Keep the existing risk_percentile unchanged. EB is an additional ranking, not a replacement until validation justifies adoption.


5. Implementation design

This is a design document only. The implementation should be small and separable from model training.

5.1 Proposed files

File Proposed change
src/road_risk/model/collision.py Add optional EB scoring hook after pooling, without changing GLM/XGBoost training
src/road_risk/model/eb_shrinkage.py New small module for compute_eb_scores() and loading persisted k
src/road_risk/diagnostics/eb_validation.py New diagnostic script/report generator
data/provenance/eb_dispersion_provenance.json New provenance for one-off k estimation
data/models/risk_scores.parquet Eventually add EB columns only after review

The first implementation pass should avoid retraining the GLM or changing XGBoost hyperparameters. It should compute EB after the existing pooled scores exist.

5.2 Core function

def compute_eb_scores(pooled, n_years_by_link, k):
    pooled = pooled.merge(n_years_by_link, on="link_id", how="left")
    n_pred = pooled["predicted_xgb"] * pooled["n_years"]
    pooled["eb_weight"] = 1 / (1 + k * n_pred)
    n_eb = (
        pooled["eb_weight"] * n_pred
        + (1 - pooled["eb_weight"]) * pooled["collision_count"]
    )
    pooled["predicted_eb"] = n_eb / pooled["n_years"]
    pooled["risk_percentile_eb"] = pooled["predicted_eb"].rank(pct=True) * 100
    return pooled

The implementation should guard against missing n_years, zero n_years, negative predictions, and missing collision_count. Missing or zero n_years should be reported as unexpected pooled dataframe contents, because a link with no link-year rows should not appear in the pooled score output. Negative predictions or missing counts should fail loudly as invalid EB inputs; silently imputing them would make the ranking hard to audit.

5.3 What does not change

  • Stage 1a exposure estimation.
  • build_collision_dataset().
  • GLM or XGBoost feature lists.
  • XGBoost hyperparameters, including n_jobs=1.
  • Existing risk_percentile semantics.
  • The canonical risk_scores.parquet until EB has been reviewed.

6. Validation plan

Validation has two goals: determine whether EB improves the ranking’s operational usefulness, and determine whether it reduces seed-induced churn at narrow top-k thresholds.

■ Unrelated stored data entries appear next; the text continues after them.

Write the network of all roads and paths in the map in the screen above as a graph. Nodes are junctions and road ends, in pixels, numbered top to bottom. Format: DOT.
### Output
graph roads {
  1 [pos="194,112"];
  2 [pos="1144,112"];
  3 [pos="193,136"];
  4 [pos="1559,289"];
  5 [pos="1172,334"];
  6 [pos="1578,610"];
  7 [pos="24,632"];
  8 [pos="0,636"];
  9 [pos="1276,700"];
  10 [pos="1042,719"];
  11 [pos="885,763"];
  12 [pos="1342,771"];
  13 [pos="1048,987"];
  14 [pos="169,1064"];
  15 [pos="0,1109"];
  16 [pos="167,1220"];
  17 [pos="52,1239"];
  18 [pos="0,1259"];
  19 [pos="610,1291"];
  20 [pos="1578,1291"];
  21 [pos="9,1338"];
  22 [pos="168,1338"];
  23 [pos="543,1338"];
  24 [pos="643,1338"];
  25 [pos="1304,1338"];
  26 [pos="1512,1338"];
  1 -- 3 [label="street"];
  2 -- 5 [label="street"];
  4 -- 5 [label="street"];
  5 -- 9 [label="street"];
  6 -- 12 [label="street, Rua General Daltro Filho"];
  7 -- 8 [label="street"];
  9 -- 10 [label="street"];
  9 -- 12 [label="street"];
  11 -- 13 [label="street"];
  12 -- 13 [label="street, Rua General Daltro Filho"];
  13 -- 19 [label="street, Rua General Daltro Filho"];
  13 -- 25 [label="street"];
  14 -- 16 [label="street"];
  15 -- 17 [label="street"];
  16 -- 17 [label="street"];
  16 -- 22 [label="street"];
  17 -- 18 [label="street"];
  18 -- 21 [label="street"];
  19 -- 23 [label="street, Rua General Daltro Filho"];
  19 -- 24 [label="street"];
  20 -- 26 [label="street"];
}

6.1 Single-run ranking movement

Run the EB diagnostic against one scored output and report:

  • distribution of n_years;
  • value of k and its provenance;
  • distribution of eb_weight;
  • median absolute percentile change;
  • 90th and 99th percentile absolute percentile change;
  • number and percentage of links that move more than 10 percentile points;
  • number and percentage of links that move more than 25 percentile points.

6.2 Top-1% comparison

Compare current and EB-adjusted top-1% membership:

  • current top-1% count;
  • EB top-1% count;
  • intersection size;
  • count entering EB top-1%;
  • count leaving EB top-1%;
  • road-class breakdown of entrants and leavers.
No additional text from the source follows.